Change.org is the world’s largest social-change platform with more than 130 million users in 196 countries. As a certified B-corporation—a new kind of company using the power of business for social good—the company’s mission is to empower people everywhere to create the change they want to see. As an open platform, anyone can start a campaign and immediately mobilize hundreds of people locally or hundreds of thousands around the world to create change, from stopping bullying in schools to ending acid attacks in India. Change.org is headquartered in San Francisco, and investors include Bill Gates, Richard Branson, Arianna Huffington, and the founders of LinkedIn, Yahoo, Twitter, and eBay.
As Change.org has grown rapidly over the past several years, especially internationally, it has sought to push out new site features more regularly. However, the organization lacked the elasticity to do that using its former managed-cloud infrastructure. “Our data science team in particular wanted to iterate more rapidly, but we had some issues with our former environment that sometimes made it challenging to quickly add new resources,” says Vijay Ramesh, lead data engineer for data science at Change.org. “We also needed the agility to do iterations using very different types of machine topologies for machine learning. For example, we wanted to use machines with many cores, while also using smaller machines with parallel processes.”
Change.org also relies heavily on continuous integration (CI)—a development practice that requires the integration of code into a repository several times each day—to ensure high-quality code. But the organization used a homegrown CI system that was delaying new feature releases. “Each of the CI builds was taking up to one hour to finish, which is too long,” says Ramesh. “That made it more difficult to quickly test new features and get them deployed.” And the system also required too much hands-on maintenance. “Several of our engineers spent a few hours a day maintaining the CI workflow, but that is not our core competency,” Ramesh says. “We want to focus all our time on developing new features.”

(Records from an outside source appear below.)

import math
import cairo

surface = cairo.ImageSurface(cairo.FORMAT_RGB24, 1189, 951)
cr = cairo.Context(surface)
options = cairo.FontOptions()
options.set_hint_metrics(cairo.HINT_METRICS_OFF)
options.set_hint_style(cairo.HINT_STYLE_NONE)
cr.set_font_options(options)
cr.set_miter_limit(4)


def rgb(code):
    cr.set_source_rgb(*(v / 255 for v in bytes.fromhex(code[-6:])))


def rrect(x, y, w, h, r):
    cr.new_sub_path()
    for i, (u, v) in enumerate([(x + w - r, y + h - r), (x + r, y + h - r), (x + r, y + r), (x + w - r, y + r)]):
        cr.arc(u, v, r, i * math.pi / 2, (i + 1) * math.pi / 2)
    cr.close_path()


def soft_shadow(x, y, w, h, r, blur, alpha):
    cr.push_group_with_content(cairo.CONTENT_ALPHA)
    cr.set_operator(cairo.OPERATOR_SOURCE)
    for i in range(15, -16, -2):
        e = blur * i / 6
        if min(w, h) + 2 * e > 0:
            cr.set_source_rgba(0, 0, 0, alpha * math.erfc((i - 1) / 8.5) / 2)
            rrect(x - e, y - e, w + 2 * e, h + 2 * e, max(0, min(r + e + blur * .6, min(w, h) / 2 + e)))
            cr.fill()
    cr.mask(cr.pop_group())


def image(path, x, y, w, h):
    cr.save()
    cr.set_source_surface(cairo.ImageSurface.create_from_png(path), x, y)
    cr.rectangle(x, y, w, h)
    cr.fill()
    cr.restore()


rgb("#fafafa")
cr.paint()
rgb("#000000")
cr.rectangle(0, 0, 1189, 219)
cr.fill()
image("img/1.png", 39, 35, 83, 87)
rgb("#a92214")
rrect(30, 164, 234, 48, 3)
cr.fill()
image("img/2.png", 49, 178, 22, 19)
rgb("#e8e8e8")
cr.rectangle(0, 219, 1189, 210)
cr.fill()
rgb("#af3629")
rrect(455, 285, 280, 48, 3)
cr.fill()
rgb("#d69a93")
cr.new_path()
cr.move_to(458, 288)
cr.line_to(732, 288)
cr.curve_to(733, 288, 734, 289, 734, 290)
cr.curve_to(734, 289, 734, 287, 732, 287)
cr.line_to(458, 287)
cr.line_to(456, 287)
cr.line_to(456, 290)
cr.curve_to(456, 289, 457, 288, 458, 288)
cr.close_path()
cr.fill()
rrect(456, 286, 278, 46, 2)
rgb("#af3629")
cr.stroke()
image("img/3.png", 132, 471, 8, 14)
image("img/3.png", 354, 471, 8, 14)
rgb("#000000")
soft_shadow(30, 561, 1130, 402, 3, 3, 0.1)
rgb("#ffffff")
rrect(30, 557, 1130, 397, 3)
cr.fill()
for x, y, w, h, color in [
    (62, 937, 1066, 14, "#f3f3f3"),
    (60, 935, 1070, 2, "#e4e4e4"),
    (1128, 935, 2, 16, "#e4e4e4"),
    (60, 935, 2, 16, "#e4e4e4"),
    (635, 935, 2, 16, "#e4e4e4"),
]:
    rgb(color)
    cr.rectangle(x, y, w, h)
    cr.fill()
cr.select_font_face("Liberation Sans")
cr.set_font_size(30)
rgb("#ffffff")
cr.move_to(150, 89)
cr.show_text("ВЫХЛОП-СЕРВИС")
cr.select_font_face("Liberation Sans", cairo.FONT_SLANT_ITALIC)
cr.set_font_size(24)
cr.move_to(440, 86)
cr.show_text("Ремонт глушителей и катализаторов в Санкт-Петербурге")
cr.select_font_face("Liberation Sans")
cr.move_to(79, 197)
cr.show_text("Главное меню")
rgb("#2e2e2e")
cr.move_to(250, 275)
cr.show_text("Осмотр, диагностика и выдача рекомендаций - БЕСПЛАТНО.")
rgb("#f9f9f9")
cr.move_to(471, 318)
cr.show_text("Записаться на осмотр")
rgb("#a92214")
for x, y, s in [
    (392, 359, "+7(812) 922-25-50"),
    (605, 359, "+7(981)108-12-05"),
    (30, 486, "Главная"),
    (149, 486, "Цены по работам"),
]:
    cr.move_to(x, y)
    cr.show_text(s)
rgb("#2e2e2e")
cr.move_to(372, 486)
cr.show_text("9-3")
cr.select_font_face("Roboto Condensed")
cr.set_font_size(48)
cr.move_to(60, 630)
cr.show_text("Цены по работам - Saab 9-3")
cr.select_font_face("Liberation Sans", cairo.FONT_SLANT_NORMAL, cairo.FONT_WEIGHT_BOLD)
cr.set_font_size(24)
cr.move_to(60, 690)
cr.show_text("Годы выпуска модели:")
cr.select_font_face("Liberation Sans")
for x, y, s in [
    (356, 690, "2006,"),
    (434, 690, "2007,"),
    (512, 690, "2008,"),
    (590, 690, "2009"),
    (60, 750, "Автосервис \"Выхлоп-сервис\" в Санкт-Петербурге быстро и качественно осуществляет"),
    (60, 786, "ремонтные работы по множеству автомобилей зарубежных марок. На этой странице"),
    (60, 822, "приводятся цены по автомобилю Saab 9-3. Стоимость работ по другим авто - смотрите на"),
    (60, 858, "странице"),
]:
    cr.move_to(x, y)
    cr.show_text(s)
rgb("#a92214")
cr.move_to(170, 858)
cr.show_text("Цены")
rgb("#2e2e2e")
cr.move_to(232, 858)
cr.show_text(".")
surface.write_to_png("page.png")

The organization also needed to more easily scale its website platform to deal with traffic spikes. “We see massive traffic bursts when we’re mentioned in the media, for example, but it wasn’t easy for us to bring up server nodes in real time to support those bursts,” says Ramesh. “It required manual intervention on our part, and it easily took well over an hour to get new resources up and into production to respond to the spikes."
Why Amazon Web Services
Determined to find a more agile and scalable web platform, the Change.org data science team decided to move some of its machine learning resources to Amazon Web Services (AWS). “We liked the flexibility and scalability of AWS,” says Ramesh. The data science team started using Amazon Elastic Compute Cloud (Amazon EC2) instances in production for email targeting and batch pipeline work.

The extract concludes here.